◆ Task requirements: Below are some records. How many of their lines contain the string "鍋山街道"? Give the number only.

Stored data entries
======
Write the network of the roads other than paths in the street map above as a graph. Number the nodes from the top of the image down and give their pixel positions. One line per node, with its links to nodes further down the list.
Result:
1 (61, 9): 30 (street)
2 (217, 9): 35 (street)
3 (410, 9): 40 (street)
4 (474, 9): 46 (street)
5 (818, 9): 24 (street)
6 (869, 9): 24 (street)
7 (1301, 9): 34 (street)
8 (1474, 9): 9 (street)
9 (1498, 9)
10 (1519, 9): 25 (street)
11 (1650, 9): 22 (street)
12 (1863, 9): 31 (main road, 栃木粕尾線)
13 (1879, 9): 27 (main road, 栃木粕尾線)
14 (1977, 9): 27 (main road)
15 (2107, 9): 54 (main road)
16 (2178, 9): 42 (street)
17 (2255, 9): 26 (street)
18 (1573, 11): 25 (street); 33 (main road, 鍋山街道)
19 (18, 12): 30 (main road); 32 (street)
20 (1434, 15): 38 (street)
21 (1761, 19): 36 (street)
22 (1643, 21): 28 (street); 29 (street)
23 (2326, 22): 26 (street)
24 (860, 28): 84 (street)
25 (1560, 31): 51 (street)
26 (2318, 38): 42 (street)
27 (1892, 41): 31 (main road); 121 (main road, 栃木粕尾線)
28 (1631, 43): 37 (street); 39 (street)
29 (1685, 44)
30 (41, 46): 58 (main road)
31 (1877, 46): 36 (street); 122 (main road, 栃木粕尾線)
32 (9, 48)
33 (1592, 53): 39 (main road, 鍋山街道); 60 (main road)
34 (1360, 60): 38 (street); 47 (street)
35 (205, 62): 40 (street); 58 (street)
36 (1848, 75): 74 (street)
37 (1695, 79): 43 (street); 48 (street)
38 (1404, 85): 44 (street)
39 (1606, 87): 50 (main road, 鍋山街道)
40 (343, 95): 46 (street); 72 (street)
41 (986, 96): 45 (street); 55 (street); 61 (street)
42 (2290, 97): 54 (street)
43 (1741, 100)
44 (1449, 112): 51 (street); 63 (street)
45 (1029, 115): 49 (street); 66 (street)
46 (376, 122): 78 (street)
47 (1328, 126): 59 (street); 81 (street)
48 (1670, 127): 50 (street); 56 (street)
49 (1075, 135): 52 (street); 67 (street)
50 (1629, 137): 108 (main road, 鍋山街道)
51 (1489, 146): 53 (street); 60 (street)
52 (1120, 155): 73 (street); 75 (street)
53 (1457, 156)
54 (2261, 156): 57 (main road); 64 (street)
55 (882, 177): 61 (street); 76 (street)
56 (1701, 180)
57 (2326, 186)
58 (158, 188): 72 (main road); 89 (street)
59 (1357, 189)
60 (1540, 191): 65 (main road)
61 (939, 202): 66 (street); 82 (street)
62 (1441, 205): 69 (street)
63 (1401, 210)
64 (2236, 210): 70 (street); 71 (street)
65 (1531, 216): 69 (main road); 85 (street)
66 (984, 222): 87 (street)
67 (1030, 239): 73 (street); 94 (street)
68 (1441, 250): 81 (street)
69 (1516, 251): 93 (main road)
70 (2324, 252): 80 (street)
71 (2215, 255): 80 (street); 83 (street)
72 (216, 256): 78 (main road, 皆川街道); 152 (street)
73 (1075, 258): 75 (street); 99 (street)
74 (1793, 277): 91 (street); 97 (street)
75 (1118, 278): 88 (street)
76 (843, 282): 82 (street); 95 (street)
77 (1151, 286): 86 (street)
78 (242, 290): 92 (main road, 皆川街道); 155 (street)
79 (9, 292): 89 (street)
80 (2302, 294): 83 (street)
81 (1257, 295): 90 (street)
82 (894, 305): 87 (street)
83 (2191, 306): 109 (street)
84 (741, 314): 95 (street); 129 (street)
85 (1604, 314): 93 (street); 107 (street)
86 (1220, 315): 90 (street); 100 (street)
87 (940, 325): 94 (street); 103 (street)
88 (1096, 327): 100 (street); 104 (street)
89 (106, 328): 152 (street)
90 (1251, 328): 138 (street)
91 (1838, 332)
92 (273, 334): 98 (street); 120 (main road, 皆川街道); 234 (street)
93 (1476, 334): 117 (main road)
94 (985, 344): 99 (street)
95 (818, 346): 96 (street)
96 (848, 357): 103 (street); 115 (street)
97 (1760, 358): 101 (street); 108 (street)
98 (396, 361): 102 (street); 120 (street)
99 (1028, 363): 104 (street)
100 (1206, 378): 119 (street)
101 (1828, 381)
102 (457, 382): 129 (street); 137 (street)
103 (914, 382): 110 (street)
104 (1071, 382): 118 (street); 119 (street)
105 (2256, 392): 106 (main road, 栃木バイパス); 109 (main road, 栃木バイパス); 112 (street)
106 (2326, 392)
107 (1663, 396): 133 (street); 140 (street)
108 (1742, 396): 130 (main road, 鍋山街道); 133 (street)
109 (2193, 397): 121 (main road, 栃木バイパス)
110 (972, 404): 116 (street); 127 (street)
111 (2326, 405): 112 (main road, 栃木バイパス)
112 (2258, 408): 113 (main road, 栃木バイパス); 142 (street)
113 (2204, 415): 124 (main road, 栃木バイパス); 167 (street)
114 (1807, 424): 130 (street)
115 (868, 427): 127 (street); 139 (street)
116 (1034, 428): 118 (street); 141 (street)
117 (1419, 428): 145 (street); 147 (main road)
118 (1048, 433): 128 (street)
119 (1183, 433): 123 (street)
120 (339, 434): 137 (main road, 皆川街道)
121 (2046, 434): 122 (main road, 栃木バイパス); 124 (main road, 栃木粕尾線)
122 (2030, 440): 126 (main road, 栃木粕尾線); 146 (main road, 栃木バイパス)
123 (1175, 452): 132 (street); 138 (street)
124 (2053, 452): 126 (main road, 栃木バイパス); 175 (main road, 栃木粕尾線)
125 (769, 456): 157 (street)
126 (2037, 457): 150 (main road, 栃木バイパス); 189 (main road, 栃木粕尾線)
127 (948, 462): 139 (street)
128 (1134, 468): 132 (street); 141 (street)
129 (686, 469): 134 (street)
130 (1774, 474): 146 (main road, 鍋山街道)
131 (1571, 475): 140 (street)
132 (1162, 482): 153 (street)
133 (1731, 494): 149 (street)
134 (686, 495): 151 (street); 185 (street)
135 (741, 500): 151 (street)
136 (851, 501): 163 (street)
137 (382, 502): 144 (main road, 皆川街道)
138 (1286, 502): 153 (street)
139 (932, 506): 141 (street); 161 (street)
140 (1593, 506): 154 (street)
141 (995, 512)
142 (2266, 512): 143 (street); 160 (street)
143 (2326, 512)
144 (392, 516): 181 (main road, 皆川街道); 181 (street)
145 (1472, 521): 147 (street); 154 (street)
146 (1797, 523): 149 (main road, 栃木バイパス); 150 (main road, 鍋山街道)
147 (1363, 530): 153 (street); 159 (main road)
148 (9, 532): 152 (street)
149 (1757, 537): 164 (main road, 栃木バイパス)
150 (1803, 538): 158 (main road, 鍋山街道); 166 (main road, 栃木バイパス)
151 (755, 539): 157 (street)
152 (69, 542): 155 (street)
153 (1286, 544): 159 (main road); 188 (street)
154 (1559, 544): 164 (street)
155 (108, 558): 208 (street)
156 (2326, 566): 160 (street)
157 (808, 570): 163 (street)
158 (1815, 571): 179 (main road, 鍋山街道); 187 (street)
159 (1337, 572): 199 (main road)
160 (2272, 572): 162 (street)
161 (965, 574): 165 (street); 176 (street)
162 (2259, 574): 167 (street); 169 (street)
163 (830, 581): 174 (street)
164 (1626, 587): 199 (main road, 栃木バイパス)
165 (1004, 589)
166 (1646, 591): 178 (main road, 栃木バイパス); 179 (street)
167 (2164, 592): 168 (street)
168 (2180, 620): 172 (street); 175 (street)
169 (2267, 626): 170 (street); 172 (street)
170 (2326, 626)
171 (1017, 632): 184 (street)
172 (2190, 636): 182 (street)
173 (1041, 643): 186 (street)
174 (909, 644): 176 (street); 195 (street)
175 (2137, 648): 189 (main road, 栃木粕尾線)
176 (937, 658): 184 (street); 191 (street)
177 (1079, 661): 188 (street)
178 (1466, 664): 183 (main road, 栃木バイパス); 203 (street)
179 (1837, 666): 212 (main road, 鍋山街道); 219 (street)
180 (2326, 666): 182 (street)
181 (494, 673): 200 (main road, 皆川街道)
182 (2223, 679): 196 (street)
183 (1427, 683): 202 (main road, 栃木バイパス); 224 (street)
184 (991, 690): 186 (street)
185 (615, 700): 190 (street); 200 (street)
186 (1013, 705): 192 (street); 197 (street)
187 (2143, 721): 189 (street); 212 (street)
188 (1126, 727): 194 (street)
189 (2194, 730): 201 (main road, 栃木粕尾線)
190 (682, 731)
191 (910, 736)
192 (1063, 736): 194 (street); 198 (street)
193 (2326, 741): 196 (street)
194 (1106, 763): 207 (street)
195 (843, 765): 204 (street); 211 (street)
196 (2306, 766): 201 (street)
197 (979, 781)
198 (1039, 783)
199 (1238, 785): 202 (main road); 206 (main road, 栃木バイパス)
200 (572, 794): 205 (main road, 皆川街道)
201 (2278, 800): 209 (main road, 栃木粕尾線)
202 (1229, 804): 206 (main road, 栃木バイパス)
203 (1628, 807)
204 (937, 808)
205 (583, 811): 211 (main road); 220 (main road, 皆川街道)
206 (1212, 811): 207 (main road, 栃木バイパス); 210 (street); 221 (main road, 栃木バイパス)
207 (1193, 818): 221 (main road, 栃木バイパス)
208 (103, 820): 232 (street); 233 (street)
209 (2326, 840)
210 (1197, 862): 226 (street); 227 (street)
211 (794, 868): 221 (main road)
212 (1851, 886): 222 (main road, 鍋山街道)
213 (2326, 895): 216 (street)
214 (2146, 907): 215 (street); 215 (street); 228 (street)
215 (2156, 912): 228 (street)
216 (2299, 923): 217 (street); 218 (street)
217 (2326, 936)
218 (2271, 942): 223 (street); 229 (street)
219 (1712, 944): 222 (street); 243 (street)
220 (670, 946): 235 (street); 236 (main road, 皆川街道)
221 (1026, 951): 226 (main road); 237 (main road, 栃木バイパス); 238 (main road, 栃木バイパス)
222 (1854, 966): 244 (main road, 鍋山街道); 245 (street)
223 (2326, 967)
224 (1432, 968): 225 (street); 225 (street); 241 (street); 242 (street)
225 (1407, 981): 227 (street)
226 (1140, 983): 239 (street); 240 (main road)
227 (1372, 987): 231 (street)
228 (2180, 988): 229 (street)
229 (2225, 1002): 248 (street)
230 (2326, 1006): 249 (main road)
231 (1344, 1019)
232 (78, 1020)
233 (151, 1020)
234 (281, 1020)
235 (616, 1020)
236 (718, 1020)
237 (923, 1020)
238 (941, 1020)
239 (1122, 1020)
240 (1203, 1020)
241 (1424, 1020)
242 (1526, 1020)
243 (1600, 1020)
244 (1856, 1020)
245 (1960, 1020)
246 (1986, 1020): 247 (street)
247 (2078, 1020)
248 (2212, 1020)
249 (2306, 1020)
======
◆ Written answer: 12